__EXERCISE BRIEF__. The answer must consist of each line below that contains the word "other", copied in full.

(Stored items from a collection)
━━━━

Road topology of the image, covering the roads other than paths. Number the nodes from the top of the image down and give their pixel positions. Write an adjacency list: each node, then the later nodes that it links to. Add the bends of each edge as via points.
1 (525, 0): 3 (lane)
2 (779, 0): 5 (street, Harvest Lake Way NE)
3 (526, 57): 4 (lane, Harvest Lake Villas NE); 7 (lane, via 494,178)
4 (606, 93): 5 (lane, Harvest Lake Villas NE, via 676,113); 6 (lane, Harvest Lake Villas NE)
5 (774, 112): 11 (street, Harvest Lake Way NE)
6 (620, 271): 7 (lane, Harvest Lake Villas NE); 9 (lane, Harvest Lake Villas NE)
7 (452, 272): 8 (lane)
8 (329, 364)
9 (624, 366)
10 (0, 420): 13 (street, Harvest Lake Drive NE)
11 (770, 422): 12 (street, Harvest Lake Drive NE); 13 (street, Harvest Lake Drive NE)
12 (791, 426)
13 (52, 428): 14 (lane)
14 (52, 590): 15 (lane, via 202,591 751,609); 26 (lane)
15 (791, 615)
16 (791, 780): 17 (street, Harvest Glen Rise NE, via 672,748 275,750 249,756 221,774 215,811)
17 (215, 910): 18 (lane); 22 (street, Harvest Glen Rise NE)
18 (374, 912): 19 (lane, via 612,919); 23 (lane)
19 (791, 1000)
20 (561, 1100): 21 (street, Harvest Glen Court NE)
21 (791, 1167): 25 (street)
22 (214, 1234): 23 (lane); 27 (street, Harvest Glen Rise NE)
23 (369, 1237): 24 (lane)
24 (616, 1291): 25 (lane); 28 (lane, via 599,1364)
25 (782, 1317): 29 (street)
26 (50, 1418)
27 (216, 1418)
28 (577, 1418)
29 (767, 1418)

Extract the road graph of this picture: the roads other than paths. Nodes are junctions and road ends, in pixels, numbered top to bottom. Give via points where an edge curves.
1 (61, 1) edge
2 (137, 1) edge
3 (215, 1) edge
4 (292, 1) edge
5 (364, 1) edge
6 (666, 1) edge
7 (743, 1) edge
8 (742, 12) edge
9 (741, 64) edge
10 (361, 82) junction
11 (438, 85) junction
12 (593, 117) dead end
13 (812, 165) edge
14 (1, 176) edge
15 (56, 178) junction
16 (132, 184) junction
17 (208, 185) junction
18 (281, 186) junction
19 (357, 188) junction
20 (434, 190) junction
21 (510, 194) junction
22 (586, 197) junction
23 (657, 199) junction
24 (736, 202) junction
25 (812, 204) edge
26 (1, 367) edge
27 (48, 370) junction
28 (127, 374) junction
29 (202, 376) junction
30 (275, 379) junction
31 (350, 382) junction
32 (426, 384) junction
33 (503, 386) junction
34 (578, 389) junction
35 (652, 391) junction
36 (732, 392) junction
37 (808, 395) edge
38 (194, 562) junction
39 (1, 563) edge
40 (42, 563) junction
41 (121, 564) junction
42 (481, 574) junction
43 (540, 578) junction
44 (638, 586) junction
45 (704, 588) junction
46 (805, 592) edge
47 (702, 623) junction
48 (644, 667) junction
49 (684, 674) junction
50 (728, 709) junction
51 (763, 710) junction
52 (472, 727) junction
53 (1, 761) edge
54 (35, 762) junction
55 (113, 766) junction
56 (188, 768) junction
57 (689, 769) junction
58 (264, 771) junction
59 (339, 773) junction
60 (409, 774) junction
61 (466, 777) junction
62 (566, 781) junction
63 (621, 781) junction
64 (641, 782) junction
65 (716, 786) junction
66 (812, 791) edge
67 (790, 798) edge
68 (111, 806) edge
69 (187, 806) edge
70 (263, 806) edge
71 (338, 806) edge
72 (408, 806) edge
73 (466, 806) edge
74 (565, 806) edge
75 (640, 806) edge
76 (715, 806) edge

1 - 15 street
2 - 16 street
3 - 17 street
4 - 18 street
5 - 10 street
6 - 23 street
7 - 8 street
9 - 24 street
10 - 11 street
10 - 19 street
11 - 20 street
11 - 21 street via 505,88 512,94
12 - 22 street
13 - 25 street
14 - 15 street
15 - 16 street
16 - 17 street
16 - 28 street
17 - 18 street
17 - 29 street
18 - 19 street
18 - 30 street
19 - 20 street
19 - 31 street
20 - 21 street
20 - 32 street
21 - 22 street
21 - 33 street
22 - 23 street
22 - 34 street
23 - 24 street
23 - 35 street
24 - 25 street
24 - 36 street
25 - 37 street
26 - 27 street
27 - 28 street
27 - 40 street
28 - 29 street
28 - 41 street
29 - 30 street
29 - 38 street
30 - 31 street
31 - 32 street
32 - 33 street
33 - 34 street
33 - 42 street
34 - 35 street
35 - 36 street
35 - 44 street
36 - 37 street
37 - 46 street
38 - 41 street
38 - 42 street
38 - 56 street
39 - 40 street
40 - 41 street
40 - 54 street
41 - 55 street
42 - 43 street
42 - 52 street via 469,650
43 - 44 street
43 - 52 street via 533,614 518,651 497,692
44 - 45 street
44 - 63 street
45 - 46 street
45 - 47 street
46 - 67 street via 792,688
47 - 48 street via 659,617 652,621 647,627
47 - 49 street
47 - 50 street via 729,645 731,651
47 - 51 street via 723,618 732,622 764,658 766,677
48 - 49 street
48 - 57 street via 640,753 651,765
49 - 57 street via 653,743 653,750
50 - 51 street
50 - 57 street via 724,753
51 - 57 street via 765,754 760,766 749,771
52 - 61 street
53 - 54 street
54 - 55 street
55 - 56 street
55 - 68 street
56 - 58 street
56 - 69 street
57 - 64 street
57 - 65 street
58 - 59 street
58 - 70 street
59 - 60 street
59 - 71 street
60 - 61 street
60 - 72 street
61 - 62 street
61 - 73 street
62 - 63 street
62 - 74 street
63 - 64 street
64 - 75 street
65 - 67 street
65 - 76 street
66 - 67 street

━━━━

__YOUR RESPONSE__.
Road topology of the image, covering the roads other than paths. Number the nodes from the top of the image down and give their pixel positions. Write an adjacency list: each node, then the later nodes that it links to. Add the bends of each edge as via points.
Extract the road graph of this picture: the roads other than paths. Nodes are junctions and road ends, in pixels, numbered top to bottom. Give via points where an edge curves.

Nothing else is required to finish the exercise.